**Data for review**
******************************

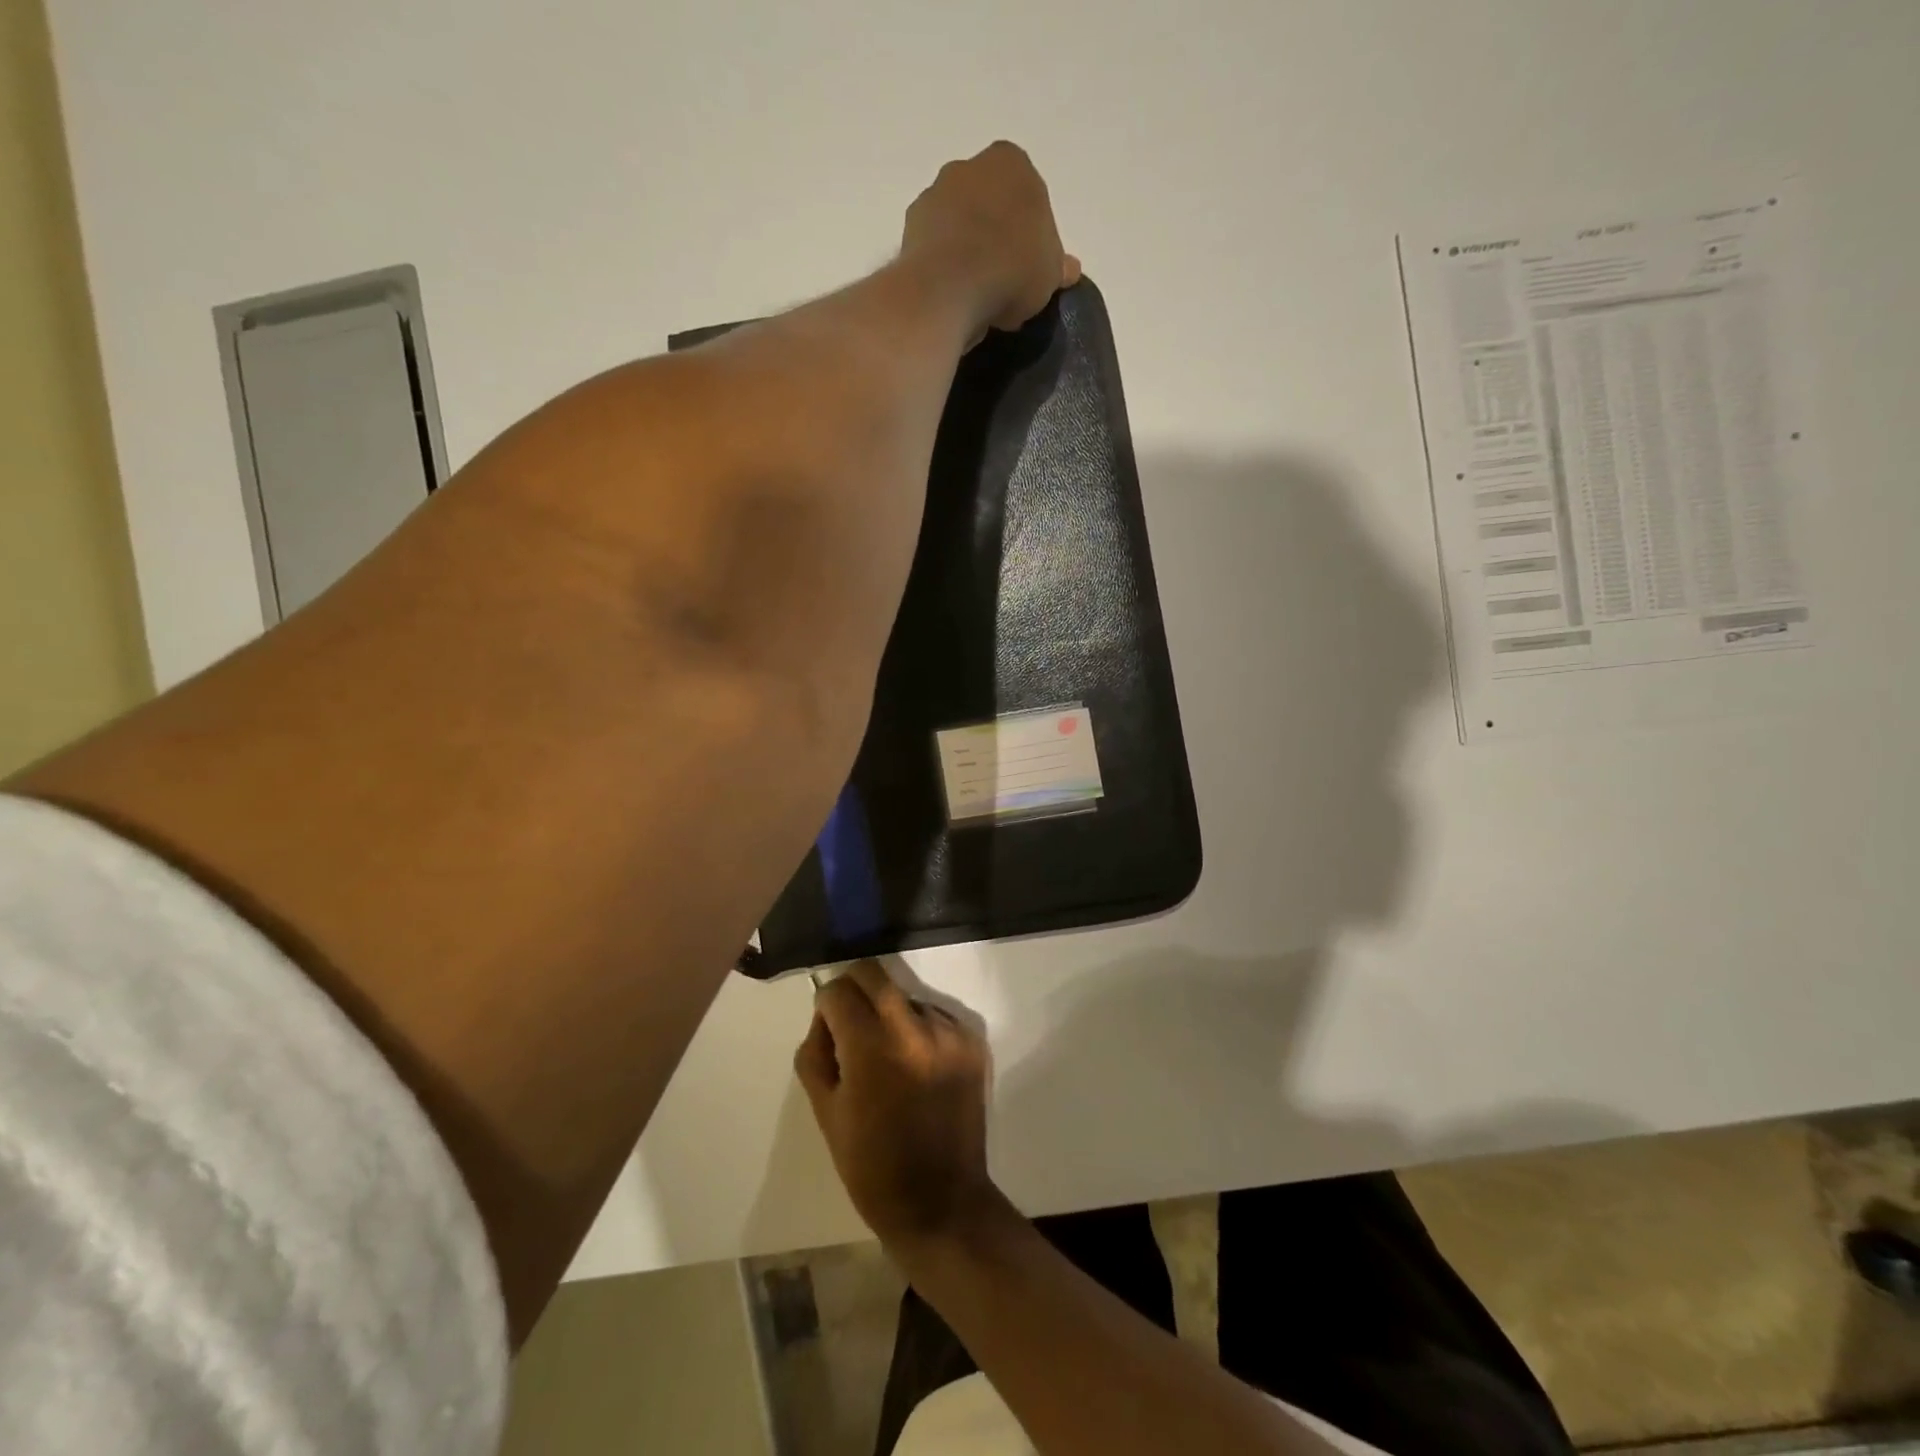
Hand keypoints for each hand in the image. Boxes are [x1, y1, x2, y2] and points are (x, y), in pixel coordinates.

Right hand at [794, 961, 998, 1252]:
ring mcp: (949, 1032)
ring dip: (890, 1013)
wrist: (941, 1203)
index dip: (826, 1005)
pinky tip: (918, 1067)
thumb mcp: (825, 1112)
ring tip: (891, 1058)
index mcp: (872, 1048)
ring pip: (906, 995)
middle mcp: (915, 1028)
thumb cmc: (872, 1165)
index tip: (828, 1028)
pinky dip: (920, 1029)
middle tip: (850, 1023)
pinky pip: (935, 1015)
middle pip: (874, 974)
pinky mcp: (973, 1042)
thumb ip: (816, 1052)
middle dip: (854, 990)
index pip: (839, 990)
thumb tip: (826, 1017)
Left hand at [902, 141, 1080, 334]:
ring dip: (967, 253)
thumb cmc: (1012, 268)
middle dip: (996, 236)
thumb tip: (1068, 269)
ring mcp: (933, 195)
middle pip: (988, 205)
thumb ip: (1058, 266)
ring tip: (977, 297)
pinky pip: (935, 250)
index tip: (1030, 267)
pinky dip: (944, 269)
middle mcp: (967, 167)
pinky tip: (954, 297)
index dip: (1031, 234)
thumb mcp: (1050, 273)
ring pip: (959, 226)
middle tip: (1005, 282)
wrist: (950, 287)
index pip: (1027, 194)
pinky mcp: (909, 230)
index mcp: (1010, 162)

******************************

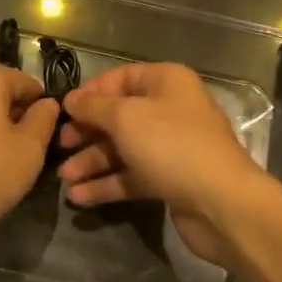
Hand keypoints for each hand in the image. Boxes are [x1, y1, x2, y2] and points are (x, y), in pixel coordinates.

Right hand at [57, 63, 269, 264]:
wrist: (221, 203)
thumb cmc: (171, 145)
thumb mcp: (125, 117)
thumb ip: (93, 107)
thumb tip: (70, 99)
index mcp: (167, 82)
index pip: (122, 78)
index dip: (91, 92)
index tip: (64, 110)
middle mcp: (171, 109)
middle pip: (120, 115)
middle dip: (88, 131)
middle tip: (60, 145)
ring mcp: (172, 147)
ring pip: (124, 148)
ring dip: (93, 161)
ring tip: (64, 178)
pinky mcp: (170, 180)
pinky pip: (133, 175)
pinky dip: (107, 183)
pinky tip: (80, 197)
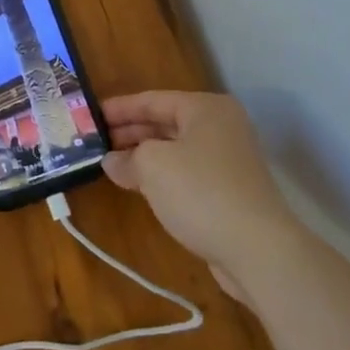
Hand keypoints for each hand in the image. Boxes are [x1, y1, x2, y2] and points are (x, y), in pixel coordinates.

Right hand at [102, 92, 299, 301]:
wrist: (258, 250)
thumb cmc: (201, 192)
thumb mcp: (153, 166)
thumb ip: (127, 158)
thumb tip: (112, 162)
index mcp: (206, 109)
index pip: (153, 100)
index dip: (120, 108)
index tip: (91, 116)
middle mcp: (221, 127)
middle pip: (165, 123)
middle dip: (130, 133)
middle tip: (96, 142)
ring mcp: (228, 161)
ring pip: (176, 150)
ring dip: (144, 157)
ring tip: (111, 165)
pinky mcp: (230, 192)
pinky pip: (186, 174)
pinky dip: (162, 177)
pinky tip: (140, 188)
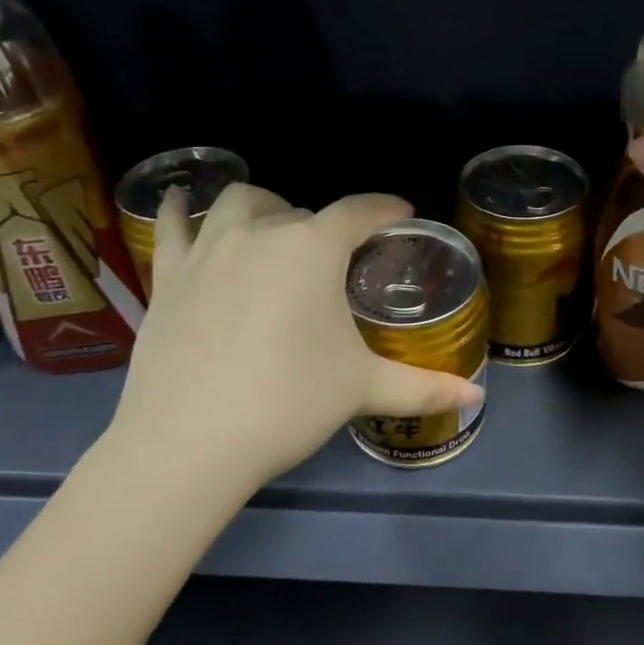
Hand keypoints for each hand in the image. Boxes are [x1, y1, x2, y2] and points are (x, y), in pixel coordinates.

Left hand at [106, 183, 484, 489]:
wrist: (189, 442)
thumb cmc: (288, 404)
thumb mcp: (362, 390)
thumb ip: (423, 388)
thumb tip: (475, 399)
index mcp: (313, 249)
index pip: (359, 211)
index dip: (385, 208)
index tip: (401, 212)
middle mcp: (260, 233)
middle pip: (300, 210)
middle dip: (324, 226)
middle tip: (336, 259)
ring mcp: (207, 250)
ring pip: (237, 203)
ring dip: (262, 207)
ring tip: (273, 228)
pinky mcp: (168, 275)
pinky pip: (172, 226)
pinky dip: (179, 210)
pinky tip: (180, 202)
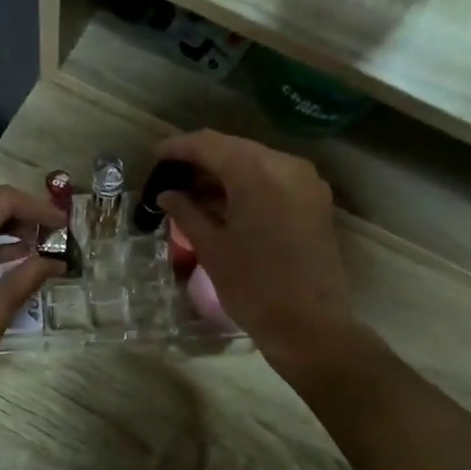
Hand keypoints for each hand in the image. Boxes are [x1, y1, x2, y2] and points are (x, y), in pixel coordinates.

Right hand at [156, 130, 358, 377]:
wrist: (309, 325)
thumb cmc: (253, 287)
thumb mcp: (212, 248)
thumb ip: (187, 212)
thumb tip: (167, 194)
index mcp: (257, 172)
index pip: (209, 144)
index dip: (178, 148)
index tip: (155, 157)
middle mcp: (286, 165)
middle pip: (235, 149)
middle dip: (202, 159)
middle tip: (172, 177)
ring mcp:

******************************

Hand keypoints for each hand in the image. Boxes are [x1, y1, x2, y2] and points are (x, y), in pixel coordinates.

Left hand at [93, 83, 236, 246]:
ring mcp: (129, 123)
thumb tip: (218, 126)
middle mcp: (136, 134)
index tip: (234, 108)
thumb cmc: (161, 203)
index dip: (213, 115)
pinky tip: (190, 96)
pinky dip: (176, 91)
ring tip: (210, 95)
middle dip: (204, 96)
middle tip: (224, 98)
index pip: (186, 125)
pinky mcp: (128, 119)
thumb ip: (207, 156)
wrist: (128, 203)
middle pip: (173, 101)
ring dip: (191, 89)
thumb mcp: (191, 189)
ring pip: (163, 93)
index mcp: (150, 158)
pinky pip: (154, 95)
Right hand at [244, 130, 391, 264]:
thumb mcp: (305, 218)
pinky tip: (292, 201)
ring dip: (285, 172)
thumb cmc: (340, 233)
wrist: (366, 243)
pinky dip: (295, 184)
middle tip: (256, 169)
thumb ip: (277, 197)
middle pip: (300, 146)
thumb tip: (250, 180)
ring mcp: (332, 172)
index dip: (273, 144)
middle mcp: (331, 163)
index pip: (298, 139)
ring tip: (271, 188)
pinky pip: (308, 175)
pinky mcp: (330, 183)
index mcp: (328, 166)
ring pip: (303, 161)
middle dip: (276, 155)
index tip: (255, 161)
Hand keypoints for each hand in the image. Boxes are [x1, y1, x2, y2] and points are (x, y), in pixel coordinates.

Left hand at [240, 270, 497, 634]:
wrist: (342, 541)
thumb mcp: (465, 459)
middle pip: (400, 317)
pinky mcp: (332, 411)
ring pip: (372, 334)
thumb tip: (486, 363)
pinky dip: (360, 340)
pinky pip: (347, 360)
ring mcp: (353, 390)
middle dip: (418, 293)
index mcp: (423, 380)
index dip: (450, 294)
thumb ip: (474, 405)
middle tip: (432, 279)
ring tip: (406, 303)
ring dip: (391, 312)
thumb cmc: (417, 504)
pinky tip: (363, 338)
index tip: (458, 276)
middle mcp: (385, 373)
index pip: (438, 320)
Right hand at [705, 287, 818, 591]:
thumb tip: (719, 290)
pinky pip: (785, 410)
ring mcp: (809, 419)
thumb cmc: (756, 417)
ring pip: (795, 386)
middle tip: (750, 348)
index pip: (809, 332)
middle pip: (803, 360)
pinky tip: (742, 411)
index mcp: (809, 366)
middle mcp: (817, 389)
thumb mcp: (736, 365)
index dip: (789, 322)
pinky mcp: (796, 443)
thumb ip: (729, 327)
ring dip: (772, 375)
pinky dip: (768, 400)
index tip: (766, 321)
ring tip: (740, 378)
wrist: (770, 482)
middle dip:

******************************

**Goal of the exercise**
Write down exactly the span of lines above from the one containing "ring pip: (163, 93)" to the one containing "thumb tip: (486, 363)", both ends included.

**Output**
ring pip: (163, 93)
index mcp: (150, 158)
pinky pip: (154, 95)
Right hand at [244, 130, 391, 264]:
thumb mcp: (305, 218)
pinky tip: (292, 201)
ring dip: (285, 172)
thumb cmc: (340, 233)
wrist: (366, 243)
pinky dip: (295, 184)
middle tip: (256, 169)
thumb ip: (277, 197)
middle pip: (300, 146)
thumb tip: (250, 180)
ring mcp: (332, 172)
index dip: (273, 144)
middle mcp: (331, 163)
index pip: (298, 139)
ring tip: (271, 188)
pinky pip: (308, 175)
pinky mcp: (330, 183)
index mcp: (328, 166)
ring pip: (303, 161)
middle dip: (276, 155)
index tip: (255, 161)
Hand keypoints for each hand in the image. Boxes are [x1, y1, x2, y2] and points are (x, y), in pixel coordinates.

Left hand at [240, 270, 497, 634]:
wrist: (342, 541)
thumb mcp: (465, 459)
middle pip: (400, 317)
pinky mcp: (332, 411)
ring pip: (372, 334)
thumb tip: (486, 363)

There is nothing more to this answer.